I have a friend, just younger than myself. We will call her Sophie.
I met Sophie ten years ago, through a church I was attending when I lived in Washington State. Sophie was a shy, beautiful girl, who wore a lot of black and a lot of timid smiles. She loved music to the extent that it radiated from her being. Her eyes sparkled, and continue to do so a decade later.
If Sophie had undergone trials in her life up to that point, they could not begin to preview what this young woman has had to endure since then. Maybe, choices were made along the way that could have prevented one or two of the hundreds of trials she would face. And maybe not. I, for one, have made many mistakes along the way, and though experience may be one of the most brutal and effective of teachers, not all mistakes can be rectified. If Sophie has even once chose option C when option A might have been best, I empathize most fully and emphatically.
Over the past decade, this bright young girl has suffered from crippling anxiety. Abuse. Hunger. Poverty. Sadness. Homelessness. She is also one of the strongest, sweetest, and most resilient women I’ve ever known.
I do not know what it feels like to wonder where I’m going to sleep. I can’t empathize with fearing for my life, and the life of my children. I cannot say, in good conscience, that I know what it’s like to be starving. To truly feel that vacant, desperate feeling of anxiety from sleeplessness, hunger, and fear.
Many of you know I am a passionate researcher for music in the intervention of mental health. Some of you know that I am blessed with the ability to travel, and even begin to present some of my work. Sophie, with her patient listening, sharing of experience, and feedback, has been tantamount to the forming and shaping of the current direction of my research.

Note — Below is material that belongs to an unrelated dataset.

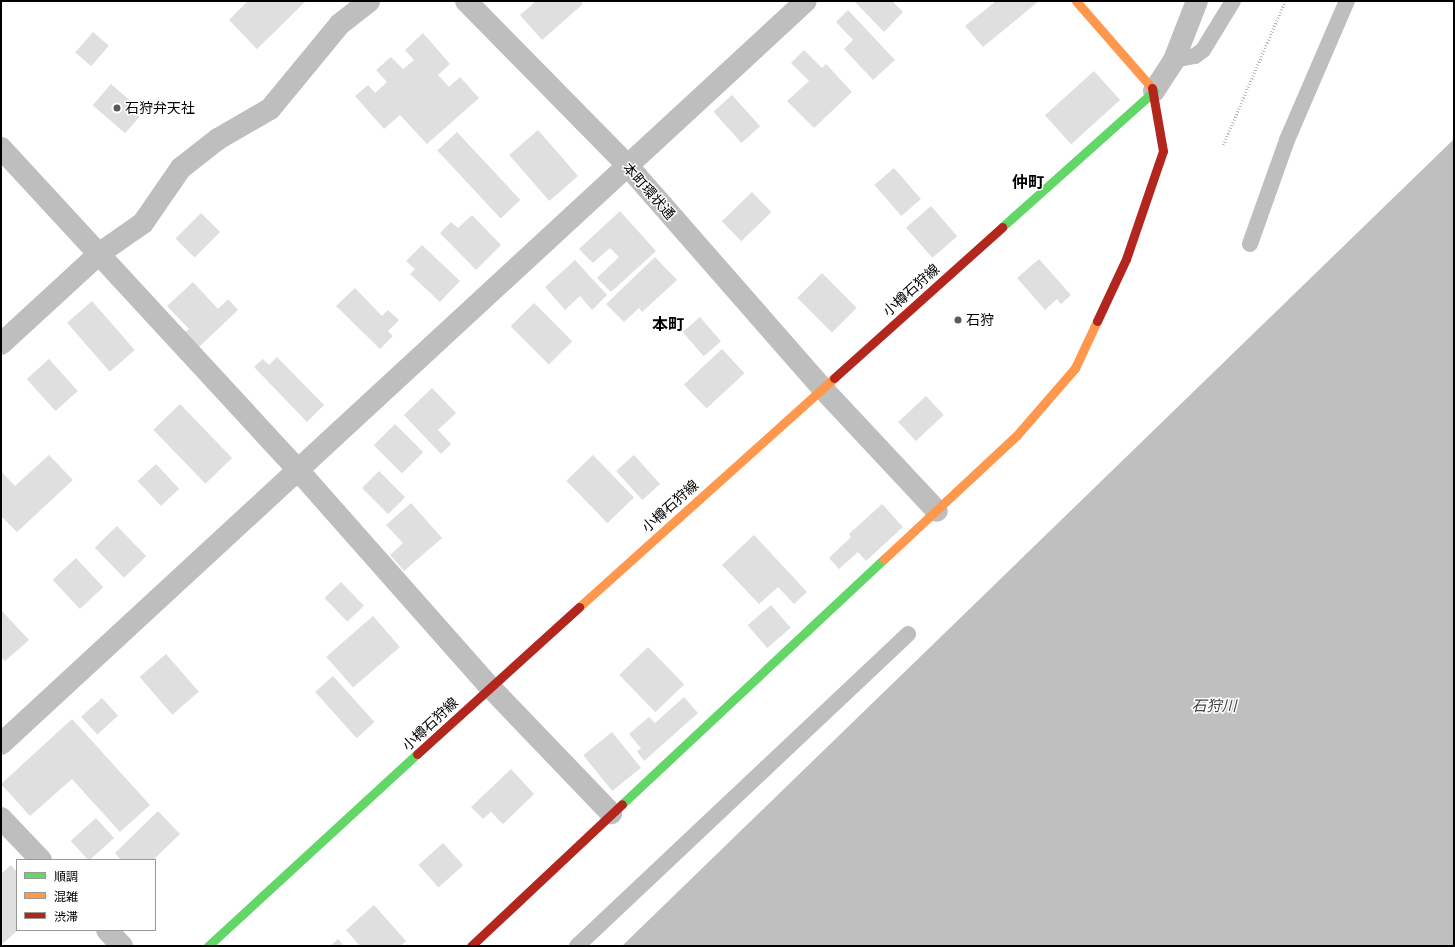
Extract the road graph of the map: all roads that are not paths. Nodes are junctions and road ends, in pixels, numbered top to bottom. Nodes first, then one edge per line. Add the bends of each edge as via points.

Though my family has known trials, and I have not been exempt from a couple of life’s cruel realities, I have been blessed with supportive and loving friends and family members. I am lucky enough to know some of her family, and I am confident that when they are able to assist, they do. I give you my word that this young woman is worthy of love, and worthy of support. We all are.
I know how the homeless are treated in Seattle. I’ve been there, and I’ve worked the shelters. They can be wonderful resources, but they are underfunded and overcrowded to the point that there are wait-lists. Until she is allowed a safe, healthy solution, she is asking for help to remain at the local campground.

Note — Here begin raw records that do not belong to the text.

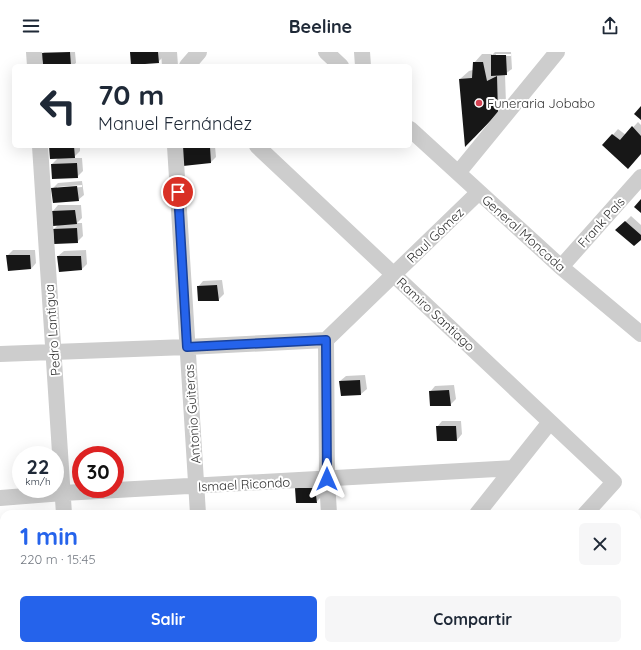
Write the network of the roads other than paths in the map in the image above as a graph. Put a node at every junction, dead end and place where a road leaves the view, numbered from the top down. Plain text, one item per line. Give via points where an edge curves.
1 (34, 52) edge
2 (169, 52) edge
3 (199, 52) edge
4 (326, 52) edge
5 (362, 52) edge
6 (557, 52) edge
7 (34, 64) edge
8 (170, 64) edge
9 (189, 64) edge
10 (339, 64) edge
11 (363, 64) edge
12 (412, 131) edge
13 (40, 148) edge
14 (175, 148) edge
15 (259, 148) edge
16 (458, 173) junction
17 (641, 177) edge
18 (479, 192) junction
19 (561, 267) junction
20 (394, 275) junction
21 (641, 334) edge
22 (326, 340) junction
23 (187, 347) junction
24 (53, 351) junction
25 (0, 354) edge
26 (550, 422) junction
27 (60, 446) edge
28 (513, 468) junction
29 (327, 479) junction
30 (196, 486) junction
31 (64, 493) edge
32 (12, 497) edge
33 (0, 498) edge
34 (63, 498) edge
35 (64, 510) edge
36 (198, 510) edge
37 (329, 510) edge
38 (480, 510) edge
39 (589, 510) edge

1 - 7 street
2 - 8 street
3 - 9 street
4 - 10 street
5 - 11 street
6 - 16 street
12 - 16 street, General Moncada
13 - 24 street, Pedro Lantigua
14 - 23 street, Antonio Guiteras
15 - 20 street, Ramiro Santiago
16 - 18 street, General Moncada
17 - 19 street, Frank País
18 - 19 street, General Moncada
18 - 20 street, Raul Gómez
19 - 21 street, General Moncada
20 - 22 street, Raul Gómez
20 - 26 street, Ramiro Santiago
22 - 23 street
22 - 29 street
23 - 24 street
23 - 30 street, Antonio Guiteras
24 - 25 street
24 - 27 street, Pedro Lantigua
26 - 28 street
26 - 39 street, Ramiro Santiago via 614,482
28 - 29 street, Ismael Ricondo
28 - 38 street
29 - 30 street, Ismael Ricondo
29 - 37 street
30 - 31 street, Ismael Ricondo
30 - 36 street, Antonio Guiteras
32 - 33 street, Ismael Ricondo
34 - 35 street, Pedro Lantigua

I know from experience that one of the most difficult things in life can seemingly be to reach out and ask for help when it is needed. Sophie has taken the courage to do so, and it is with this little post that I now take the courage to echo her words: if you can, please help. This is not a permanent situation, but at the moment, it is the situation. If you are able to help, please do. And from the bottom of our hearts, thank you.